Let's take the cup with handle fashioned by Baidu (BIDU) (see the chart below) in 2007. In the cup base, the high was 134.10 and the low was 92.80. Add the two prices together and divide by 2 and you get a base midpoint of 113.45. The handle showed a high of 132.80 and a low of 120.25, and its midpoint of 126.53 easily exceeded the cup's midpoint.

The handle should also show a downward slope along at least a portion of its price lows, not an upward one.

An upward-sloping handle is flawed; it represents weak demand as new buyers move into the stock at a trickling pace. During the stock's actual breakout, you want to see a new wave of buyers coming in at a torrid pace, not a trickling one.

Also, a steep, high-volume decline should put you on alert. You don't want to buy a stock that institutional investors couldn't wait to unload at any price.

The cup should form smoothly, without major price declines on the left side. Sharp gains on the right side aren't necessarily good, either. You might think that the opposite of a panic-driven exit would be a good thing. Likely not.

Avoid Deep Bases

Try to limit your picks to cups that are no more than 30% or 33% deep, except for those built during a bear market. In that case, an exceptional growth stock can fall 40%, 50% or more and still make a successful breakout.

Still, shallower is better. It shows that the big hands are catching the stock.

Look for volume to dry up along the lows of the base. Volume should be light in the handle, too.

Tighter price action is better. This is true of almost all bases. A loose, choppy base shows the stock needs to go far for price discovery. If institutions are holding on to the stock, it won't fall too far.

The Buy Point

This, of course, is where all the above parameters lead if they appear correctly. The buy point from a cup-with-handle base appears at the highest point of the handle, plus 10 cents.



In the case of former big winner Baidu, the proper buy point during its May 14, 2007, breakout was 132.90, a dime above the handle's intraday high of 132.80.

Less than six months later, the leading Chinese web search engine rocketed to 428, up 222%.

Volume On The Breakout

Even if all other parameters come together, you should avoid stocks that break out below their 10-week moving average.

Also, when the stock is breaking out, you should generally see a rush in turnover. Volume should ideally rise at least 40% above its 50-day average. For small and midcap stocks, expect breakout volume to double or triple.

The daily and weekly charts at both Investors.com and MarketSmith make heavy turnover easy to spot. Simply compare the day or week's volume with the moving average line drawn across the volume bars. An Investors.com chart will also tell you in real time how volume is running in comparison with typical level at that time of the trading session.

For the weekly chart, the moving-average line traces 10 weeks' worth of turnover.

What should you do if volume on breakout day is much lighter than usual? Sometimes volume will pick up in the next few sessions. Light volume in the market in general may also be a factor. Also consider that the breakout may have started later in the day.

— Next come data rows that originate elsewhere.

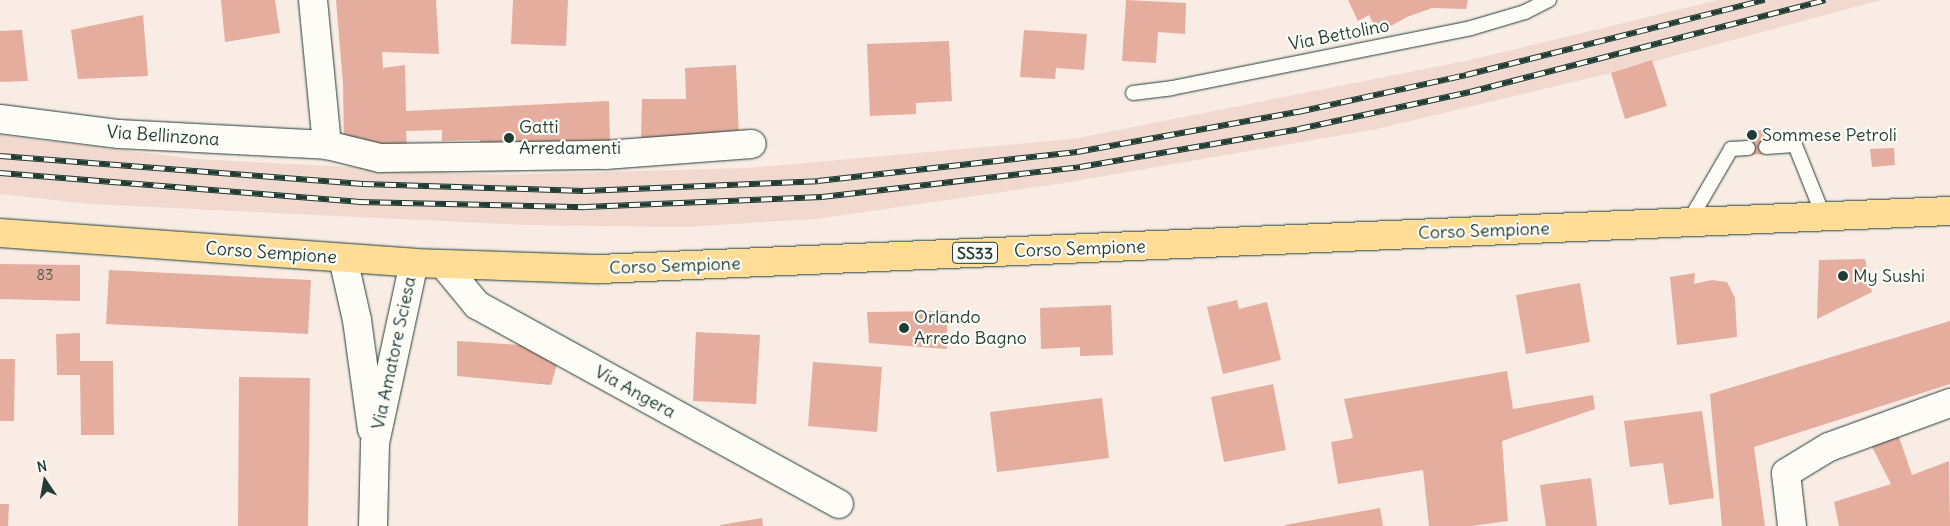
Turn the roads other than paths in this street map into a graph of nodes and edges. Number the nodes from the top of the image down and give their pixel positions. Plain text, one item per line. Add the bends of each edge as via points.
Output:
1 (313, 0) edge
2 (1548, 0) edge
3 (1133, 93) dead end
4 (0, 120) edge
5 (752, 144) dead end
6 (327, 145) junction
7 (1766, 147) dead end
8 (1748, 148) dead end
9 (1950, 211) edge
10 (1824, 217) junction
11 (1688, 223) junction
12 (0, 233) edge
13 (343, 258) junction
14 (414, 263) junction
15 (444, 265) junction
16 (1950, 403) edge
17 (375, 442) junction
18 (839, 504) dead end
19 (373, 526) edge
20 (1792, 526) edge

1 - 6 street
2 - 3 lane, Via Bettolino via 1525,12 1471,28
4 - 6 street, Via Bellinzona via 119,134
5 - 6 street, Via Bellinzona via 605,155 380,158
7 - 10 lane via 1795,145
8 - 11 lane via 1730,149
9 - 10 main road, Corso Sempione / SS33
10 - 11 main road, Corso Sempione / SS33
11 - 15 main road, Corso Sempione / SS33 via 599,269
12 - 13 main road, Corso Sempione / SS33
13 - 14 main road, Corso Sempione / SS33
13 - 17 street, Via Amatore Sciesa via 357,320
14 - 15 main road, Corso Sempione / SS33
14 - 17 street, Via Amatore Sciesa
15 - 18 street, Via Angera via 477,305
16 - 20 street via 1829,448 1786,473
17 - 19 street, Via Amatore Sciesa

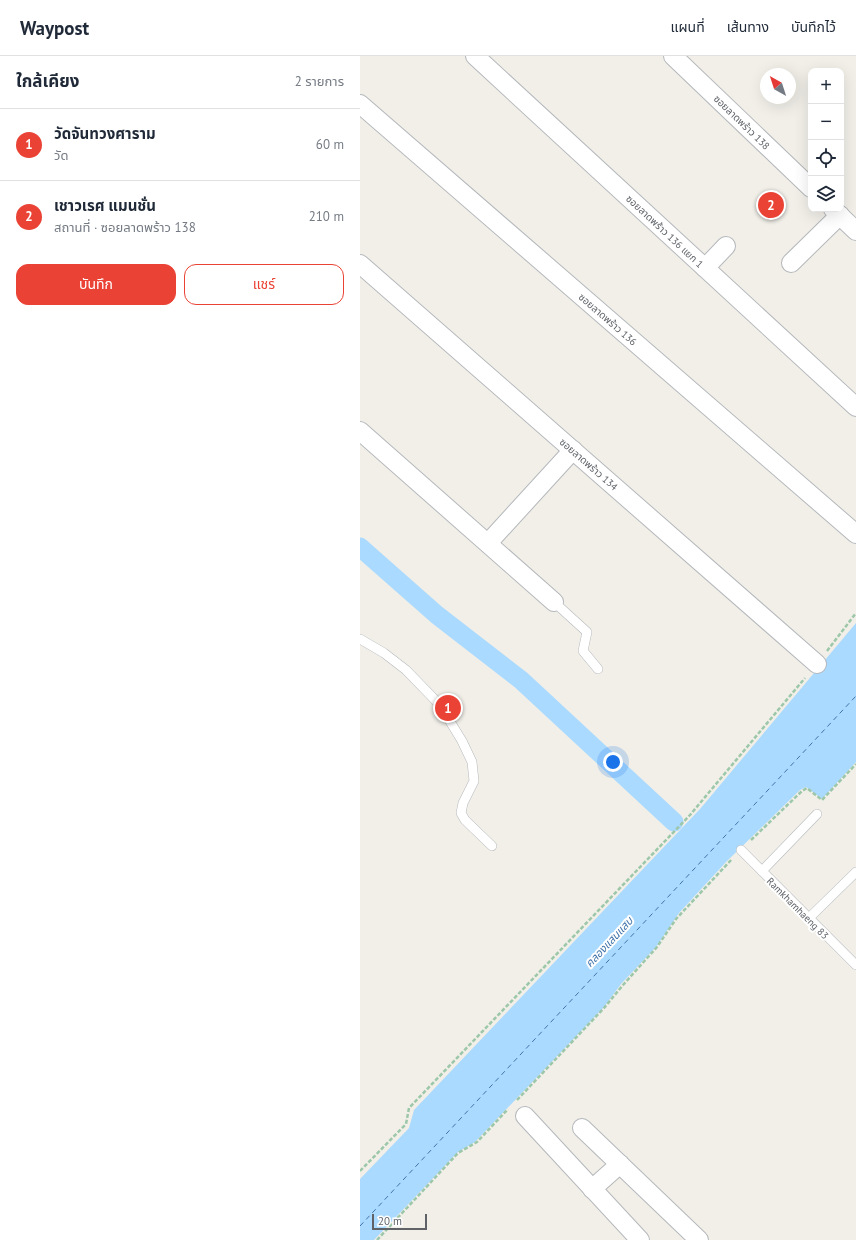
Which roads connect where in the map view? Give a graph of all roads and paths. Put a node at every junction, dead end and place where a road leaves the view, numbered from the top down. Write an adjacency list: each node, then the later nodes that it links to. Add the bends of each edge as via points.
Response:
1 (475, 56): 10 (street, ซอยลาดพร้าว 136 แยก 1)
2 (673, 56): 4 (street, ซอยลาดพร้าว 138)
3 (360, 104): 14 (street, ซอยลาดพร้าว 136)
4 (808, 185)
5 (836, 212): 6 (street); 8 (street)
6 (856, 231)
7 (726, 246): 10 (street)
8 (791, 263)
9 (360, 264): 13 (street, ซอยลาดพร้าว 134)
10 (706, 268): 11 (street, ซอยลาดพร้าว 136 แยก 1)
11 (856, 407)
12 (360, 431): 15 (street)
13 (573, 450): 15 (street); 19 (street, ซอยลาดพร้าว 134)
14 (856, 534)
15 (488, 543): 16 (street)
16 (554, 602): 20 (lane, via 587,632 583,651)
17 (856, 613): 19 (path)
18 (360, 639): 23 (lane, via 406,670 440,705 472,762 474,781 461,813)
19 (817, 664): 32 (path, via 690,815 409,1108 406,1124)
20 (598, 669)
21 (856, 764): 24 (path, via 822,800 807,788 802,791)
22 (817, 814): 25 (lane)
23 (492, 846)
24 (740, 850): 25 (lane, Ramkhamhaeng 83); 34 (path, via 676,918 657,947 604,1008 476,1142 458,1153)
25 (762, 871): 27 (lane, Ramkhamhaeng 83)
26 (856, 872): 27 (lane)
27 (809, 918): 28 (lane, Ramkhamhaeng 83)
28 (855, 961)
29 (525, 1116): 33 (street)
30 (582, 1128): 31 (street)
31 (620, 1164): 33 (street); 36 (street)
32 (360, 1171)
33 (592, 1190): 35 (street)
34 (377, 1240)
35 (640, 1240)
36 (699, 1240)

O'Neil has often said at past IBD seminars that after a stock breaks out, he wants to see weekly volume rise vs. the prior week. This signifies a sudden shift in demand for shares that could continue to build up.

Are quarterly results coming up? If so, traders often hesitate before the news. But if the stock fails to make much headway in price, the relative strength line is fading, and the market itself is not showing positive action then something may be wrong with the timing of the breakout.

At that point, it makes sense to exit the stock, even if the 7%-8% loss-cutting sell rule has not yet been triggered.